DATA SHOWN –

══════

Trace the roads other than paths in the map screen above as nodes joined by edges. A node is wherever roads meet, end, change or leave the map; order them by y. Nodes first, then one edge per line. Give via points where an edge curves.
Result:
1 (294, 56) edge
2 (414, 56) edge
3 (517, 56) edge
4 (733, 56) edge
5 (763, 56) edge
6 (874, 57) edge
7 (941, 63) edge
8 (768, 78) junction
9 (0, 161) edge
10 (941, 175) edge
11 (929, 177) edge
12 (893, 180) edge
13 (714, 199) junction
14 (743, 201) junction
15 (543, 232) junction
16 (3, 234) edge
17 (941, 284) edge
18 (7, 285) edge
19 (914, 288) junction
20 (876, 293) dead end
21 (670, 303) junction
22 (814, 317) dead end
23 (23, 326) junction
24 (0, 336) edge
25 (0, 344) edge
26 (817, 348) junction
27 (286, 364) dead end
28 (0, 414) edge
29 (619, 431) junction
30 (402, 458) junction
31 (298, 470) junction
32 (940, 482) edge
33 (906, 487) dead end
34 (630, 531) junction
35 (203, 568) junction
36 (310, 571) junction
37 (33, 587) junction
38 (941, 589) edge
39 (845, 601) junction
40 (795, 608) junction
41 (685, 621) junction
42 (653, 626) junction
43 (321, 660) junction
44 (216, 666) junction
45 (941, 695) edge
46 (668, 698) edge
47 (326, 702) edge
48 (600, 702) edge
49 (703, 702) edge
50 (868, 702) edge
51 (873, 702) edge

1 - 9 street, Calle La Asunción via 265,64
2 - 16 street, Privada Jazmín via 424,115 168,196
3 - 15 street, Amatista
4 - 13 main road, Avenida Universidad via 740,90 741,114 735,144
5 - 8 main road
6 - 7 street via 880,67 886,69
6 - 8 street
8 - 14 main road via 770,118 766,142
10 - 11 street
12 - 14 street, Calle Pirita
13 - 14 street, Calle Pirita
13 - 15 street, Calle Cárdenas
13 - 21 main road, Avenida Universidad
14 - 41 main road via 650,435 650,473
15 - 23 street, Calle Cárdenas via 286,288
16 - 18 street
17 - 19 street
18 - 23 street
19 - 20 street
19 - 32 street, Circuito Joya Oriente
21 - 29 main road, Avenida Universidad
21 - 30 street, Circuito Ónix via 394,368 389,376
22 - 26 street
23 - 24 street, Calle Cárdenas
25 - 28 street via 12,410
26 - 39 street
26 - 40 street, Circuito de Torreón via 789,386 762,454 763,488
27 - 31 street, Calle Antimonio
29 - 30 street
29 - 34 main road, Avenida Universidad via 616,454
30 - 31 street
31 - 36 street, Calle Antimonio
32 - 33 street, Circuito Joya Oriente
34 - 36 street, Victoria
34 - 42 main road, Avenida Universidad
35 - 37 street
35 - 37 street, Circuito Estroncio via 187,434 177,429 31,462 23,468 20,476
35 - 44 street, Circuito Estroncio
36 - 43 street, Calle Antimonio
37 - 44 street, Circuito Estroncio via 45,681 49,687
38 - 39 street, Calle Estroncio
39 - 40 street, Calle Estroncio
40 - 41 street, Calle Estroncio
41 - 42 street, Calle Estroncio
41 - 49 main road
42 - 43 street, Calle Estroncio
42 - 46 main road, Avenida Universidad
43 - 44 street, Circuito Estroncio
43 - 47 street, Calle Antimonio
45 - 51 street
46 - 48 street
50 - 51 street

══════

Search the data for the string "Estroncio" and copy each line where it appears.

SOLUTION TO THIS EXERCISE –
35 - 37 street, Circuito Estroncio via 187,434 177,429 31,462 23,468 20,476
35 - 44 street, Circuito Estroncio
37 - 44 street, Circuito Estroncio via 45,681 49,687
38 - 39 street, Calle Estroncio
39 - 40 street, Calle Estroncio
40 - 41 street, Calle Estroncio
41 - 42 street, Calle Estroncio
42 - 43 street, Calle Estroncio
43 - 44 street, Circuito Estroncio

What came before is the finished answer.